**Problem to solve:** Return every line of the listing that includes the string "roads".
= = =
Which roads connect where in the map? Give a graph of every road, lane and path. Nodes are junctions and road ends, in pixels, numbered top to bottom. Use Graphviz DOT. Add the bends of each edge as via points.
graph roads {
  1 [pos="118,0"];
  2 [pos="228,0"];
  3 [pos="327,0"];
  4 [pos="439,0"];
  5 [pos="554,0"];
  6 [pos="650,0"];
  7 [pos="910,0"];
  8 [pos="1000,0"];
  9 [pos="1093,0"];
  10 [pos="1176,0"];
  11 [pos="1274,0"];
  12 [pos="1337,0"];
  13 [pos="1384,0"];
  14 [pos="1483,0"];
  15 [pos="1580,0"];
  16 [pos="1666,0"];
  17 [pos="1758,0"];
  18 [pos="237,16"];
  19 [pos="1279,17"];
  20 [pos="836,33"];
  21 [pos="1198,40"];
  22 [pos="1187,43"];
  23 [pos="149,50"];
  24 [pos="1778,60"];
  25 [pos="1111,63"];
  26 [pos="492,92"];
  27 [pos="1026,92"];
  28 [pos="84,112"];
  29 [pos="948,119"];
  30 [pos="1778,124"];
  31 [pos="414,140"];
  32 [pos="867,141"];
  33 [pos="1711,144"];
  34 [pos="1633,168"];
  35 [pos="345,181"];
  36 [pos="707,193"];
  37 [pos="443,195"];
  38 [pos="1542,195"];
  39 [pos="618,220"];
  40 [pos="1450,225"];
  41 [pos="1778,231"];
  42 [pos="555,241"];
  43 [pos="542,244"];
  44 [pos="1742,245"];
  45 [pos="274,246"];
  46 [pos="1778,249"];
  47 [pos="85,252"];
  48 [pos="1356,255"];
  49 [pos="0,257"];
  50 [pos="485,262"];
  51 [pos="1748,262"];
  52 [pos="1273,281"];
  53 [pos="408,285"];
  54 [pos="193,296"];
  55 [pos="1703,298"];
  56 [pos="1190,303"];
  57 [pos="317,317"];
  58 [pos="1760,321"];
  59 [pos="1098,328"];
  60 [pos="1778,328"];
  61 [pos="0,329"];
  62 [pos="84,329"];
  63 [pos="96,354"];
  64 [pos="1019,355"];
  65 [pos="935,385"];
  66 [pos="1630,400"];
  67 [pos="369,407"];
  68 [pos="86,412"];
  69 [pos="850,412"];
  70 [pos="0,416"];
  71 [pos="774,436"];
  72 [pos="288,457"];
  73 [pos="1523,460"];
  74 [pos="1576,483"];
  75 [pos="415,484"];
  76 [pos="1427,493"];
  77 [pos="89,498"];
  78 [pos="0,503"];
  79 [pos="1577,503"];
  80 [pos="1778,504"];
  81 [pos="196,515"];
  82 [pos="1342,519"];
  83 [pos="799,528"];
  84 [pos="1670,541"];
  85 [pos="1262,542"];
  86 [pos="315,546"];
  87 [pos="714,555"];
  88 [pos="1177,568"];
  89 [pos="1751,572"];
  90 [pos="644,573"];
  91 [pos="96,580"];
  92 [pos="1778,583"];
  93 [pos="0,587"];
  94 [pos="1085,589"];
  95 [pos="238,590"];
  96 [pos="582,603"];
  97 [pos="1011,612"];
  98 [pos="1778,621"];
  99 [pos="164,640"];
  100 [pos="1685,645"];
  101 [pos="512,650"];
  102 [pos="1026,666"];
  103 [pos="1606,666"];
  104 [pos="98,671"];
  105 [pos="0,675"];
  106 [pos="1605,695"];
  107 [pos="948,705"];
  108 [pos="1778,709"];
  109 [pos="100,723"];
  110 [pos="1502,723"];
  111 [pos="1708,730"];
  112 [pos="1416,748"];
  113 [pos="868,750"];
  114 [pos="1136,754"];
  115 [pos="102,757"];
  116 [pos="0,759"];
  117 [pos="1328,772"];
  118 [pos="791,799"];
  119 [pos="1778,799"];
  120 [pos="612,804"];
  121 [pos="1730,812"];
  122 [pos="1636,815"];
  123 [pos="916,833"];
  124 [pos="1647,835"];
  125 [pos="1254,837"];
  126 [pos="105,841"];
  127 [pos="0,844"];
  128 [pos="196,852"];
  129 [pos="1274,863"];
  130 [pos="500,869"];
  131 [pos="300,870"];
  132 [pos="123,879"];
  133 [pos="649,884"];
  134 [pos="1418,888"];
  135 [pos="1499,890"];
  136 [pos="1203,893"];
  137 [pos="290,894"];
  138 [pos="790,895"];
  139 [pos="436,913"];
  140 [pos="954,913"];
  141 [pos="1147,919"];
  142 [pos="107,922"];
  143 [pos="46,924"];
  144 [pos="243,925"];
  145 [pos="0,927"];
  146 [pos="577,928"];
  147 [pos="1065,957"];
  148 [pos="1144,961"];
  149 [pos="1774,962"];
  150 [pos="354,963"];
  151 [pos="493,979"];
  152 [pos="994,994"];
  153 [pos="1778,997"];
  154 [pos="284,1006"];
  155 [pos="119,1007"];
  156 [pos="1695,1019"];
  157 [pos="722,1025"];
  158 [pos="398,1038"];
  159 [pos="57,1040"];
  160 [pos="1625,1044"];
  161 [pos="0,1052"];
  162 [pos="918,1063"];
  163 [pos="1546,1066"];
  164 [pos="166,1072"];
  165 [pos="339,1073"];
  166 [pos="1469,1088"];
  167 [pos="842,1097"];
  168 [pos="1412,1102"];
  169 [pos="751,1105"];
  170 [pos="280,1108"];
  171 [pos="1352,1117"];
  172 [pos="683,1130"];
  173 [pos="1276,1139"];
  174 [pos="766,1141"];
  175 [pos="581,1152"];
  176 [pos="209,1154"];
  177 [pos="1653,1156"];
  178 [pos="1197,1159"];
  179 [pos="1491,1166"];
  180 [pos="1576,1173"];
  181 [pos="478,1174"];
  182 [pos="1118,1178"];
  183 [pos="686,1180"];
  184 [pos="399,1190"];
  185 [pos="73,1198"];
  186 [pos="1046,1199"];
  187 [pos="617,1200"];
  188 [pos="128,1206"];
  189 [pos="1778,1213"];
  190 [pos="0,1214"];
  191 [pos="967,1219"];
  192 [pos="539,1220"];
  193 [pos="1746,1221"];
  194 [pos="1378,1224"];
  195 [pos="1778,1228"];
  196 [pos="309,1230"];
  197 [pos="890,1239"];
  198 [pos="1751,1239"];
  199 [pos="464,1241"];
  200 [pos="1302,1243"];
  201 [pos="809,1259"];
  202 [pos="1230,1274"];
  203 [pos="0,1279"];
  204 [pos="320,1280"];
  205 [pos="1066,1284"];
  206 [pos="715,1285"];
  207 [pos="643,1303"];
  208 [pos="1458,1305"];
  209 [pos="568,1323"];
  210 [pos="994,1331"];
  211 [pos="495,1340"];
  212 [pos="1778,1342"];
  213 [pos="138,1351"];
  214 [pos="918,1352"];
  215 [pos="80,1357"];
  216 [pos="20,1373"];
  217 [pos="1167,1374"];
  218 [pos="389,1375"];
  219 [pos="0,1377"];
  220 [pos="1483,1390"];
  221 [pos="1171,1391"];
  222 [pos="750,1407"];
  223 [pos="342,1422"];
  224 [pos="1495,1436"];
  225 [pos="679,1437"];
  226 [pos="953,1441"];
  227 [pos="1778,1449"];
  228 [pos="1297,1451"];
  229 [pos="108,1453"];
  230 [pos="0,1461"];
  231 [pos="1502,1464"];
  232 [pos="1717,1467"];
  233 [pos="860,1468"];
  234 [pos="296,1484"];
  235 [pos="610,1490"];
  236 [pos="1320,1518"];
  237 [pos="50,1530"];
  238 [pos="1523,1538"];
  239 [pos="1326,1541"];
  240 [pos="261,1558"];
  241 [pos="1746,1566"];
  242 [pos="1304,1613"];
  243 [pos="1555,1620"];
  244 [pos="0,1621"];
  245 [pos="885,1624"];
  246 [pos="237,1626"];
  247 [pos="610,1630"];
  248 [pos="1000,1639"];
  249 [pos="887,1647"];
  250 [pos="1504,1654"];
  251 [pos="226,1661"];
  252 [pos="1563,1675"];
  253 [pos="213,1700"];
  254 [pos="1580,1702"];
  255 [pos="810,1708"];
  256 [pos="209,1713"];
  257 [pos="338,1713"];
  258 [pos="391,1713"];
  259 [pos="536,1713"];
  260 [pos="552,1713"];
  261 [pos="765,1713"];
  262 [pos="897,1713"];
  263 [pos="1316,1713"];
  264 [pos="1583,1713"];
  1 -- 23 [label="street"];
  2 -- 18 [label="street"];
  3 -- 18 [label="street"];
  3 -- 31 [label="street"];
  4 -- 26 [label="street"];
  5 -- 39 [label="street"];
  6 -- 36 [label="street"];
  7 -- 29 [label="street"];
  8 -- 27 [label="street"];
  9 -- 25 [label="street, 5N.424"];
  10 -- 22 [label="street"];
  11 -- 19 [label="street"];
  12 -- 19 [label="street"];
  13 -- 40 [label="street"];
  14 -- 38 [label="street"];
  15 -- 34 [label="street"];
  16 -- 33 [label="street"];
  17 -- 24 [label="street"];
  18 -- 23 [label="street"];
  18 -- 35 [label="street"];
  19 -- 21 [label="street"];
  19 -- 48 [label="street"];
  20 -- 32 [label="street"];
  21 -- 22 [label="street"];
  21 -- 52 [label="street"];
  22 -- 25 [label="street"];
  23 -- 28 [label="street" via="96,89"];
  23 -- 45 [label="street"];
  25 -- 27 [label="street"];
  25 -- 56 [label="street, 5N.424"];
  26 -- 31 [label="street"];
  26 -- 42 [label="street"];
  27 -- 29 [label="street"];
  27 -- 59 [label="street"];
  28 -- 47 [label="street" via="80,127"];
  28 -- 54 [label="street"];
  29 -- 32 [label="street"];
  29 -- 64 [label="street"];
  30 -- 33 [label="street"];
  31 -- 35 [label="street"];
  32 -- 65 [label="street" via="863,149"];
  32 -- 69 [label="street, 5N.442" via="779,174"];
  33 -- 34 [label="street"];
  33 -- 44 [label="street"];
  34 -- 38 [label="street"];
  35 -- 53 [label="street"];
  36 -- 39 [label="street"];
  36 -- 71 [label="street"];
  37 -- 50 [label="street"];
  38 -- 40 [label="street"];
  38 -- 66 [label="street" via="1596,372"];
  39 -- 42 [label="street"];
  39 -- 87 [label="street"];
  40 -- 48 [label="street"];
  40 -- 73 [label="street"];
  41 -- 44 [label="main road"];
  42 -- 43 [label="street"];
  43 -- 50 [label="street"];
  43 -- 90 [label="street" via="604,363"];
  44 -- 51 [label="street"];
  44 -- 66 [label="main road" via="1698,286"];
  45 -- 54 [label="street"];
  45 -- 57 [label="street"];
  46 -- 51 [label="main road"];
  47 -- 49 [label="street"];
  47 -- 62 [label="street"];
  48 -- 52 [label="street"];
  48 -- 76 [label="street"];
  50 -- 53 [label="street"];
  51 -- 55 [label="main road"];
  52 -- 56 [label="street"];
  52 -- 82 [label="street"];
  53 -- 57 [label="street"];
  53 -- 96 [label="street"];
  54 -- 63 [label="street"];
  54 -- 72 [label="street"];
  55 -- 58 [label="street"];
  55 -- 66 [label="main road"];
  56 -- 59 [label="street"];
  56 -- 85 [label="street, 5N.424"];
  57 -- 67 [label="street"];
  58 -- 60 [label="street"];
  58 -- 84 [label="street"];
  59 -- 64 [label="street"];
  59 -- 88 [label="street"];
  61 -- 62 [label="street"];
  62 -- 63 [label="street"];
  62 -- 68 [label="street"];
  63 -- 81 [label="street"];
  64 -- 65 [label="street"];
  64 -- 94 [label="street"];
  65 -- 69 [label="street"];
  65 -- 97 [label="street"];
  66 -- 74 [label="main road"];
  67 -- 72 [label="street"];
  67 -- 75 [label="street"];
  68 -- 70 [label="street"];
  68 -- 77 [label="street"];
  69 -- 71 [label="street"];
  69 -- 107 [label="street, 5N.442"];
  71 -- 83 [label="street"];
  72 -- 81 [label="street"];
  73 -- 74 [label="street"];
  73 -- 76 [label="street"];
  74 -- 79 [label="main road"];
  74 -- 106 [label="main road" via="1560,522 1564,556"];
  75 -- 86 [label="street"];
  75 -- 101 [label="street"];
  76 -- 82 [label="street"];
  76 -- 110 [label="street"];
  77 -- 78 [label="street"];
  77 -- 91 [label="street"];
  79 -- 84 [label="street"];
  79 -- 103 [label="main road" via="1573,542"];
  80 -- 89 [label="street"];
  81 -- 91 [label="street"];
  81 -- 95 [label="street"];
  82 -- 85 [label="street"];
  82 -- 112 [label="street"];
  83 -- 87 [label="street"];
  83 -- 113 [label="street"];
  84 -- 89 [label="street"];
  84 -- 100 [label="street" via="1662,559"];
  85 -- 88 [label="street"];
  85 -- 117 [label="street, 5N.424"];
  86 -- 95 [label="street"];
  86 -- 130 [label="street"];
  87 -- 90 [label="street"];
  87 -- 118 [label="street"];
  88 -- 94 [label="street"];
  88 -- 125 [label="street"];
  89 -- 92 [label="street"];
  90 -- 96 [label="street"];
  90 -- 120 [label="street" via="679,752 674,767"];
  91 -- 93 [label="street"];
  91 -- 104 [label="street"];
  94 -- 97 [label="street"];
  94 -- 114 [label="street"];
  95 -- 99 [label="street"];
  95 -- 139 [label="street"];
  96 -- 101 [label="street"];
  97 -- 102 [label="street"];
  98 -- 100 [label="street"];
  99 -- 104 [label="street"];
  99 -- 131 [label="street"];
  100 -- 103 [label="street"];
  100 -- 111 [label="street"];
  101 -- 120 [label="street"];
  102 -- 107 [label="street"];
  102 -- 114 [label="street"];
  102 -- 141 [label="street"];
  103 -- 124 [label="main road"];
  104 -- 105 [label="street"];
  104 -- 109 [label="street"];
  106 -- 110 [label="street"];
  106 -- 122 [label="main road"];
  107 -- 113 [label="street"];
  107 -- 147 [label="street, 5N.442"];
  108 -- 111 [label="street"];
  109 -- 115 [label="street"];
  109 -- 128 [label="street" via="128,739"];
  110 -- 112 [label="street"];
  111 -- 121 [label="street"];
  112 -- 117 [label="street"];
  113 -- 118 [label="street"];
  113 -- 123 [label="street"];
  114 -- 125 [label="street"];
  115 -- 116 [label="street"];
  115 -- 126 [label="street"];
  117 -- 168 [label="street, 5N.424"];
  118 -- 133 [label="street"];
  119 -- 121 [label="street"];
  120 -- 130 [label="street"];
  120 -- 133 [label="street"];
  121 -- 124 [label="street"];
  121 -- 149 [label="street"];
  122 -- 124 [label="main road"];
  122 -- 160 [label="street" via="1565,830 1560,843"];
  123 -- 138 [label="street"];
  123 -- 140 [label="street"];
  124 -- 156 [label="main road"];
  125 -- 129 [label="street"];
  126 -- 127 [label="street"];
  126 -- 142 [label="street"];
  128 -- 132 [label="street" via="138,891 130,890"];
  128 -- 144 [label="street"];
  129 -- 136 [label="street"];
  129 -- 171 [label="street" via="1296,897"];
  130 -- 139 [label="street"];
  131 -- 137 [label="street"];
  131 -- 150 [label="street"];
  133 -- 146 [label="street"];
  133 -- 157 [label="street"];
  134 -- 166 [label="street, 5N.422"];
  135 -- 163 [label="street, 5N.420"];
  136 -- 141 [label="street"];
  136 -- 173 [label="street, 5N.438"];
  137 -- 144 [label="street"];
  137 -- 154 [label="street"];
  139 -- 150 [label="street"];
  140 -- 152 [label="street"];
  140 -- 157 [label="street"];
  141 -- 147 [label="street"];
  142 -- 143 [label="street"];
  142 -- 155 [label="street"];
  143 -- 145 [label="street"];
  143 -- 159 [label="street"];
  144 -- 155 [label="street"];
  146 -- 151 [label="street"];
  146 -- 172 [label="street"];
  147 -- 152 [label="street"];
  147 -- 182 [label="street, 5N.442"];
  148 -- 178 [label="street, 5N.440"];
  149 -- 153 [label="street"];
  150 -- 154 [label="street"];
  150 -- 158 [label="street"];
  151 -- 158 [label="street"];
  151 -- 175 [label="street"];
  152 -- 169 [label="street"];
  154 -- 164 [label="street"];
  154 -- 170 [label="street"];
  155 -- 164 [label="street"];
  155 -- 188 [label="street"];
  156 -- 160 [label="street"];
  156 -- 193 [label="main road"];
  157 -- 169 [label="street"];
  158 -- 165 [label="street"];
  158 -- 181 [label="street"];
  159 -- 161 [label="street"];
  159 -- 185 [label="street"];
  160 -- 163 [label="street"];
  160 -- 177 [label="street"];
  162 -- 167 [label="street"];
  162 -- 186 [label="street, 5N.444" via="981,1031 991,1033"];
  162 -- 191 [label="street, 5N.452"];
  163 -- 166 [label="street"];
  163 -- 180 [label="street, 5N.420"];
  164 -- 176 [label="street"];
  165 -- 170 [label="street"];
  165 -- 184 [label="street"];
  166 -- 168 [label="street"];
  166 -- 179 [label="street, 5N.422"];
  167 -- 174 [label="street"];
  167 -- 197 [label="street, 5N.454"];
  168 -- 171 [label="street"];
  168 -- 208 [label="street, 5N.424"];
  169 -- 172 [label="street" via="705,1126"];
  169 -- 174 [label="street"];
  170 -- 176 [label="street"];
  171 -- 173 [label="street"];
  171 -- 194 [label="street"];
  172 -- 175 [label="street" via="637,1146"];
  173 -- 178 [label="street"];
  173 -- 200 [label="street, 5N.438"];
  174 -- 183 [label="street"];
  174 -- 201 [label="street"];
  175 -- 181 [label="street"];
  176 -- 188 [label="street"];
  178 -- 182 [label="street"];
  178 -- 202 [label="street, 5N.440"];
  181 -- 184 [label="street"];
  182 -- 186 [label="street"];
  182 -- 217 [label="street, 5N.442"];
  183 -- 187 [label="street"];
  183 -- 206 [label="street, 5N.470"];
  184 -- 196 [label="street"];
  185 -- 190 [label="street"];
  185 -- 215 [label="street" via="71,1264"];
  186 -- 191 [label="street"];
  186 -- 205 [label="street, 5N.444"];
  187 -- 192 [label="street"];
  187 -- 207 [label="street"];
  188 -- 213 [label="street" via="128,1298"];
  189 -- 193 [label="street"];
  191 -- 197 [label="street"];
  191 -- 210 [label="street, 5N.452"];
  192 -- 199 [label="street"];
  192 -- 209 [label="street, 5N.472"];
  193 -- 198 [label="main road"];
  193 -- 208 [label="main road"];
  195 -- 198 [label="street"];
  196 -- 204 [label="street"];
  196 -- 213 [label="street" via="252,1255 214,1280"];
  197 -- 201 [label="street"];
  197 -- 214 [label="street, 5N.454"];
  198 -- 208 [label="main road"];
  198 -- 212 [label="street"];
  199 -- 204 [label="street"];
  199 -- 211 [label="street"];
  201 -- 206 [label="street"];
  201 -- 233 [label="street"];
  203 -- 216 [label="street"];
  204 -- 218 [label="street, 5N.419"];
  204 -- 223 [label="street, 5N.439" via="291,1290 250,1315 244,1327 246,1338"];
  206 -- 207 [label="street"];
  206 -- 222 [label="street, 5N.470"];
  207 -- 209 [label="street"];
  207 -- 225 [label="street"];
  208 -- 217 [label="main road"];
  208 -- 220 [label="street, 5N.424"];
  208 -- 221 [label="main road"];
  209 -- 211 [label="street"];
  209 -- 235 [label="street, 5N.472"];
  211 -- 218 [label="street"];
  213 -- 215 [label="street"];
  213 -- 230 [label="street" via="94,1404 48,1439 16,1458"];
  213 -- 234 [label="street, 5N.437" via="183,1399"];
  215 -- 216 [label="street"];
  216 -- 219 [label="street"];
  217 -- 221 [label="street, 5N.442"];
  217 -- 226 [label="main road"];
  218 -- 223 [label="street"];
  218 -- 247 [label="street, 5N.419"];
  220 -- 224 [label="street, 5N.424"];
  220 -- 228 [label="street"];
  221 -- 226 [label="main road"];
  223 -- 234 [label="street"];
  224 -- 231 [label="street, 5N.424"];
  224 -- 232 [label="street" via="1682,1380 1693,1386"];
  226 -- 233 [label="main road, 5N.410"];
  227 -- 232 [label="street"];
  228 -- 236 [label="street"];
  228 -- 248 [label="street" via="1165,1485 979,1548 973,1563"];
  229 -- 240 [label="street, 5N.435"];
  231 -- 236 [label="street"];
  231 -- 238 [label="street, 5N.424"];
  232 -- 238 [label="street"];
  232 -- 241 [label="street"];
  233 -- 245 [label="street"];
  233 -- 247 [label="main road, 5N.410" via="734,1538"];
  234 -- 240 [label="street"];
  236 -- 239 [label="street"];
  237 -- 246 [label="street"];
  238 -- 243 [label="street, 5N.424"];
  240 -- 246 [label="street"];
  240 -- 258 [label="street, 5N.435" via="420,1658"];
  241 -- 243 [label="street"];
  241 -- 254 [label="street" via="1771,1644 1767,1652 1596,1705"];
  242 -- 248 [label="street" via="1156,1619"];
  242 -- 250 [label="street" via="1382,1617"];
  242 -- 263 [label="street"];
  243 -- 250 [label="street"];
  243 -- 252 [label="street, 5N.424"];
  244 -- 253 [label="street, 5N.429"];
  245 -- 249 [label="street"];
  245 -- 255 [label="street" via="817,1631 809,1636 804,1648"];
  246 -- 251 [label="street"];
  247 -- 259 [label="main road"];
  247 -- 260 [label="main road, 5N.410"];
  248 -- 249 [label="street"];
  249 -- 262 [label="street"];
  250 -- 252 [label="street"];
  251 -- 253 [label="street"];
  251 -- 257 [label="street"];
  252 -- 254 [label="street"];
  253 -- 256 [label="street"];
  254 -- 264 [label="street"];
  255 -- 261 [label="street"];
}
= = =
**Response to the task:**
Which roads connect where in the map? Give a graph of every road, lane and path. Nodes are junctions and road ends, in pixels, numbered top to bottom. Use Graphviz DOT. Add the bends of each edge as via points.
graph roads {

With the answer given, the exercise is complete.